A new proposal would allow drugmakers to bypass some of the most expensive and time-consuming studies in the clinical trial process.
Rare disorders are generally considered to affect fewer than 200,000 patients, but according to the National Institutes of Health, there are 7,000 rare diseases affecting 25 million Americans (http://report.nih.gov/NIHfactsheets/Pdfs/RareDiseasesClinicalResearchNetwork(ORDR).pdf). In some cases, the number of patients with a particular disorder is fewer than 5,000 across the nation. Developing agents to treat these patients can be a great gamble for pharmaceutical companies, and if they do reach the market with an effective product, they tend to be priced high to help defray the development costs and gain a profit (because of low anticipated utilization of the agent).
Related to this, payers worry that the costs of many newer drugs developed to treat rare conditions are extremely high—over $100,000 per year—and even a few patients on their membership rolls can mean substantial budget impact.
A new proposal introduced by a Democratic senator from North Carolina would allow drugmakers to avoid some of the most expensive and time-consuming studies in the clinical trial process in an effort to bring these agents to market sooner.
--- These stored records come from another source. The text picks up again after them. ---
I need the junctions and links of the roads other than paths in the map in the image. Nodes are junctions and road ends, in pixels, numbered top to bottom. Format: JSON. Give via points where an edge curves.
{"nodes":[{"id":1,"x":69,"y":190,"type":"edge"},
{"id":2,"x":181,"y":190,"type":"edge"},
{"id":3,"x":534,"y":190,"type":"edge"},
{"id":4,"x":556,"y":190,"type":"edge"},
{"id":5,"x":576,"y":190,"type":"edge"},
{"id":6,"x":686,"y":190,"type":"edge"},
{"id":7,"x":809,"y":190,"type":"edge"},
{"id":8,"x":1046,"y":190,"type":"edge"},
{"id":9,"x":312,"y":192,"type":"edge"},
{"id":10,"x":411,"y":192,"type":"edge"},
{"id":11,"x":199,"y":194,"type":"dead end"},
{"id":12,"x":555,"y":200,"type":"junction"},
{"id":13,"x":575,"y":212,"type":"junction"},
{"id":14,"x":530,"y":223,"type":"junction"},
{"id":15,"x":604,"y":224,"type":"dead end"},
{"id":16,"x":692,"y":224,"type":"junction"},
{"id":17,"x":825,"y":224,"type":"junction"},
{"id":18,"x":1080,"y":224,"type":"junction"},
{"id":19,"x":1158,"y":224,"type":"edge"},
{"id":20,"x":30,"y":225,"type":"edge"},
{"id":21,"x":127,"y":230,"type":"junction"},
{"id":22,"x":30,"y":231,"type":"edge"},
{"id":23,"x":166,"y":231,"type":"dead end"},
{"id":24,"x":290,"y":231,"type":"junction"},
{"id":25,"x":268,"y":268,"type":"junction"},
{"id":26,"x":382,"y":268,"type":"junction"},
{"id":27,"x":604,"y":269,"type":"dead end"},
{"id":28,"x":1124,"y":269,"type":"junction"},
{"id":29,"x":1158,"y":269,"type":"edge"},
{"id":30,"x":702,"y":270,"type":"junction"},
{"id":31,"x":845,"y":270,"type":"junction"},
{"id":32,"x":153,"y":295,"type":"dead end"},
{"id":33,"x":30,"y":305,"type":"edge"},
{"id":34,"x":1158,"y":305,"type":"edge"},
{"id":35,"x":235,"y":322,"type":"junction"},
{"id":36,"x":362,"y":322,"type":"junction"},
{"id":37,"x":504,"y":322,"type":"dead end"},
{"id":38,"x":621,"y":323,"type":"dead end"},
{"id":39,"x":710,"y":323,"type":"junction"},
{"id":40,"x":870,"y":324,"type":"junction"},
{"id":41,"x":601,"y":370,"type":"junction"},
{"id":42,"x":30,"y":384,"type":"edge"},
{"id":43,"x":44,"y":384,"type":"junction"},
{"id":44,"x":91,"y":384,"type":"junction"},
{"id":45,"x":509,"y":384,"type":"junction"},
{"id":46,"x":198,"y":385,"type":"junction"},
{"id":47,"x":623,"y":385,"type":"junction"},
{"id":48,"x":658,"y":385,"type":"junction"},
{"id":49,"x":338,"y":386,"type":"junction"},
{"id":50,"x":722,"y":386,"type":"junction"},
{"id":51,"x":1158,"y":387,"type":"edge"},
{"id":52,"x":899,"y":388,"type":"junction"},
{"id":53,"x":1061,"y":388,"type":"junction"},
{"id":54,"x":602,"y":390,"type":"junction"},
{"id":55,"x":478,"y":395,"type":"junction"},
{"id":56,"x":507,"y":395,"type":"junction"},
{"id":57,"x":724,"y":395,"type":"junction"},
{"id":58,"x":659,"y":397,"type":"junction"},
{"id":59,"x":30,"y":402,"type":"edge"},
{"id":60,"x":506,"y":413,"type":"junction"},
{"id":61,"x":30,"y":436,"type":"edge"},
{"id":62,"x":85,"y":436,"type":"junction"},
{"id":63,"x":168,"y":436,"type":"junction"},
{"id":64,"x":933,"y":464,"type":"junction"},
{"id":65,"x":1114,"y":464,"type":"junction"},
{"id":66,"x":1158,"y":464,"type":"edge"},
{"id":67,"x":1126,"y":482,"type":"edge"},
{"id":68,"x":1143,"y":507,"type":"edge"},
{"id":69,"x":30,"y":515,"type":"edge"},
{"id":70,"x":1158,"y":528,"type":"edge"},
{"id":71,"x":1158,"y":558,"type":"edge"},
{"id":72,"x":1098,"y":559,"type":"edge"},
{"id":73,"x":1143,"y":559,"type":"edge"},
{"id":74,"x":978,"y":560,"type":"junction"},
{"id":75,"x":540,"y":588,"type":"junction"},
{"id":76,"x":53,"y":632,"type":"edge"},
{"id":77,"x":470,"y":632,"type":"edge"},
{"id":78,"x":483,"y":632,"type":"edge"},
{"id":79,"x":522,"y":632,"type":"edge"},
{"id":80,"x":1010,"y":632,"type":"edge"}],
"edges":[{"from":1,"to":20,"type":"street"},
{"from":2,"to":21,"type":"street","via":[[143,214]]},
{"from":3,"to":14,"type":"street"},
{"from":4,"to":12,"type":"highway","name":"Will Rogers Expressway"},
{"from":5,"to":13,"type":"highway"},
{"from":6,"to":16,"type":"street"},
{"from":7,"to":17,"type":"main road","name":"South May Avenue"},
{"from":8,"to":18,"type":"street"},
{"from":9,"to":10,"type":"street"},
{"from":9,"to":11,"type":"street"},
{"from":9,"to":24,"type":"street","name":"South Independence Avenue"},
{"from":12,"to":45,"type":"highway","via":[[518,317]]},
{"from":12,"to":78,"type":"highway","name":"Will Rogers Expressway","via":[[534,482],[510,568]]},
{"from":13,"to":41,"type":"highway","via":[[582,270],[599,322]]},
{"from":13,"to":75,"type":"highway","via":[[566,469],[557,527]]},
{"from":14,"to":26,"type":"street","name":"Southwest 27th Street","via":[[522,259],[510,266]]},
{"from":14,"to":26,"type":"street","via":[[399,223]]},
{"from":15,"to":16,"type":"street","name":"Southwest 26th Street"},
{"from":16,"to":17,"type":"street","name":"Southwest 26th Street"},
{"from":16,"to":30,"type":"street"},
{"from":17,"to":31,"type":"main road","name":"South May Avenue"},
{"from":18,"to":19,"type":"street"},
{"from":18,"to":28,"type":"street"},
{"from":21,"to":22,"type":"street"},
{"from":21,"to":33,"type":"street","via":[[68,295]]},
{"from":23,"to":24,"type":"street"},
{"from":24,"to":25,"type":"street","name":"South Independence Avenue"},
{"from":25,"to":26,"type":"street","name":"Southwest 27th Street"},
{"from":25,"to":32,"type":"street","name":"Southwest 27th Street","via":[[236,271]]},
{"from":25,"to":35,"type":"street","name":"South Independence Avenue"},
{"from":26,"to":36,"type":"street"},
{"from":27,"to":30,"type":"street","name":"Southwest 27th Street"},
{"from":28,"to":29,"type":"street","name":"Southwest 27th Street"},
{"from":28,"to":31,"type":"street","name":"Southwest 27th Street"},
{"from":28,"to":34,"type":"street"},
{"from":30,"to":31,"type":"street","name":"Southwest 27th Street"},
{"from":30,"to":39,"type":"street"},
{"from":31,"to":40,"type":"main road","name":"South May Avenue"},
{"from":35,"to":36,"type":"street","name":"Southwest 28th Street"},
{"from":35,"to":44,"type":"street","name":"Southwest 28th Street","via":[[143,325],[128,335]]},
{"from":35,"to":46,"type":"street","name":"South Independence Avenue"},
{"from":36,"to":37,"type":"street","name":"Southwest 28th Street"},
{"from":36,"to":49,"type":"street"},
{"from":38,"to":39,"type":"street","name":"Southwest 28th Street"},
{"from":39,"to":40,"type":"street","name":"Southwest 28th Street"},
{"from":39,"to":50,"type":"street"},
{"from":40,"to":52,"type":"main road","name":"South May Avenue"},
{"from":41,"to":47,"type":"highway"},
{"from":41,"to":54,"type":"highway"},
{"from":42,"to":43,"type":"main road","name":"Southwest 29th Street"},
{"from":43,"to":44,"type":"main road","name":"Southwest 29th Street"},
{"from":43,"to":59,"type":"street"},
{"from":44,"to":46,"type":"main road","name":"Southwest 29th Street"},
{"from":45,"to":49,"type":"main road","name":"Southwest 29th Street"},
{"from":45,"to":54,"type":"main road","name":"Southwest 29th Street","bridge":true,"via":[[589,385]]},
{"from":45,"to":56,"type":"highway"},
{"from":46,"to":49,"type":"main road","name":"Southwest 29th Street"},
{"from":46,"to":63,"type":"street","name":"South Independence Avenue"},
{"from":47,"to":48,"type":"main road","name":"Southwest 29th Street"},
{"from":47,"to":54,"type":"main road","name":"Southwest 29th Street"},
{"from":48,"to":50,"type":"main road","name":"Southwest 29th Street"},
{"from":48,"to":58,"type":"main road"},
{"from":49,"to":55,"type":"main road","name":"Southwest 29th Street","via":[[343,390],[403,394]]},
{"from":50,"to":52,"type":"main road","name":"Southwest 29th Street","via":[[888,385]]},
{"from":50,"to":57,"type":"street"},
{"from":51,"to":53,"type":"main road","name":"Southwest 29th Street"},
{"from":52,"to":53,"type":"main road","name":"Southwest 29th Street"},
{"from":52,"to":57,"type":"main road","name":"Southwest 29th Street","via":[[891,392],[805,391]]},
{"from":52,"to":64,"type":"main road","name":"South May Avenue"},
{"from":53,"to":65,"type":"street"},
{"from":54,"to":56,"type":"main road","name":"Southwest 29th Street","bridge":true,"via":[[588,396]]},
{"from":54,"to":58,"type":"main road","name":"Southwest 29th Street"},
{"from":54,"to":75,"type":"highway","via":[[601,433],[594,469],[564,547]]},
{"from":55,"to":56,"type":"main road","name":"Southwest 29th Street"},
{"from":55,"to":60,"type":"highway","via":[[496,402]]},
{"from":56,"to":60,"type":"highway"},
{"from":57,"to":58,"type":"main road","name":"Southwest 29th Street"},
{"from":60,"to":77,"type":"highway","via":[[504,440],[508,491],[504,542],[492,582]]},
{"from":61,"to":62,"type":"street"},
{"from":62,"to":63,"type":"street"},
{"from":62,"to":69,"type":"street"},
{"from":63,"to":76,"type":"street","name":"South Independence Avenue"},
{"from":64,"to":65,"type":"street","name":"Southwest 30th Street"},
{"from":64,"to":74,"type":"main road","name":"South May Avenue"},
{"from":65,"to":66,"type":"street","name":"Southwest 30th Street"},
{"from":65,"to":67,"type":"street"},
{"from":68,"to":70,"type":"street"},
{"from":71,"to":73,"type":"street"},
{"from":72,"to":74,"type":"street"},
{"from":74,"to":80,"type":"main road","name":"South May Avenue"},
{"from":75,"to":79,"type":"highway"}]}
Working in concert with the Biotechnology Industry Organization, Senator Kay Hagen wants to broaden the use of the Food and Drug Administration’s (FDA) current Accelerated Approval process to more quickly bring new pharmaceuticals to patients who may benefit from these agents.
Under this proposal, the industry can bypass phase III clinical trials as a requirement for approval. Instead, the manufacturer would be able to use phase II trial data showing the measured effect of a drug. After receiving marketing approval, the manufacturer would then be required to show that outcomes are actually improved.
Bloomberg News Service (http://www.bloomberg.com/news/2011-11-16/drugs-for-unmet-needs-may-get-faster-approval-under-senate-plan.html) illustrated how this would work: For a particular cancer, if a drug demonstrated in phase II trials shows the ability to shrink tumors, then that may be sufficient for drug approval. After the FDA approves the agent for marketing, the manufacturer would then have to show that the anticipated survival benefit is attained.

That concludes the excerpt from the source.